* _Data records_:
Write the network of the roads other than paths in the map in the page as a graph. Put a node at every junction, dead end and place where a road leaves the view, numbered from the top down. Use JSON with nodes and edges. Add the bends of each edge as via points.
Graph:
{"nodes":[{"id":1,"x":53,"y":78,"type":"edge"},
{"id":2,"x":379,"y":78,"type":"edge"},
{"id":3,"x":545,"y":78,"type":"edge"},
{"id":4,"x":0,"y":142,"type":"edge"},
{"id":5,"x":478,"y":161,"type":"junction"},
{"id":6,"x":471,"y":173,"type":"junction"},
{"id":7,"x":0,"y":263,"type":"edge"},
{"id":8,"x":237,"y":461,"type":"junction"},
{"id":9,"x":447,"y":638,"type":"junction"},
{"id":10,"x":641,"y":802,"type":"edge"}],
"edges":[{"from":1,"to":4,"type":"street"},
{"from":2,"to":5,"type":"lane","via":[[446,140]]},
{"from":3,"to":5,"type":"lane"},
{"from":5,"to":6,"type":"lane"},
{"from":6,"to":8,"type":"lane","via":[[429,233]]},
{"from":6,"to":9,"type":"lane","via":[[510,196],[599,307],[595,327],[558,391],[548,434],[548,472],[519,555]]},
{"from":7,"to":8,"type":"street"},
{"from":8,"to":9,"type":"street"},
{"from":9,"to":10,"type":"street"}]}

* _Your goal_: Give back each entry so that it matches the original word for word.

* _Solution_:
Write the network of the roads other than paths in the map in the page as a graph. Put a node at every junction, dead end and place where a road leaves the view, numbered from the top down. Use JSON with nodes and edges. Add the bends of each edge as via points.
Graph:
{"nodes":[{"id":1,"x":53,"y":78,"type":"edge"},
{"id":2,"x":379,"y":78,"type":"edge"},
{"id":3,"x":545,"y":78,"type":"edge"},
{"id":4,"x":0,"y":142,"type":"edge"},
{"id":5,"x":478,"y":161,"type":"junction"},
{"id":6,"x":471,"y":173,"type":"junction"},
{"id":7,"x":0,"y":263,"type":"edge"},
{"id":8,"x":237,"y":461,"type":"junction"},
{"id":9,"x":447,"y":638,"type":"junction"},
{"id":10,"x":641,"y":802,"type":"edge"}],
"edges":[{"from":1,"to":4,"type":"street"},
{"from":2,"to":5,"type":"lane","via":[[446,140]]},
{"from":3,"to":5,"type":"lane"},
{"from":5,"to":6,"type":"lane"},
{"from":6,"to":8,"type":"lane","via":[[429,233]]},
{"from":6,"to":9,"type":"lane","via":[[510,196],[599,307],[595,327],[558,391],[548,434],[548,472],[519,555]]},
{"from":7,"to":8,"type":"street"},
{"from":8,"to":9,"type":"street"},
{"from":9,"to":10,"type":"street"}]}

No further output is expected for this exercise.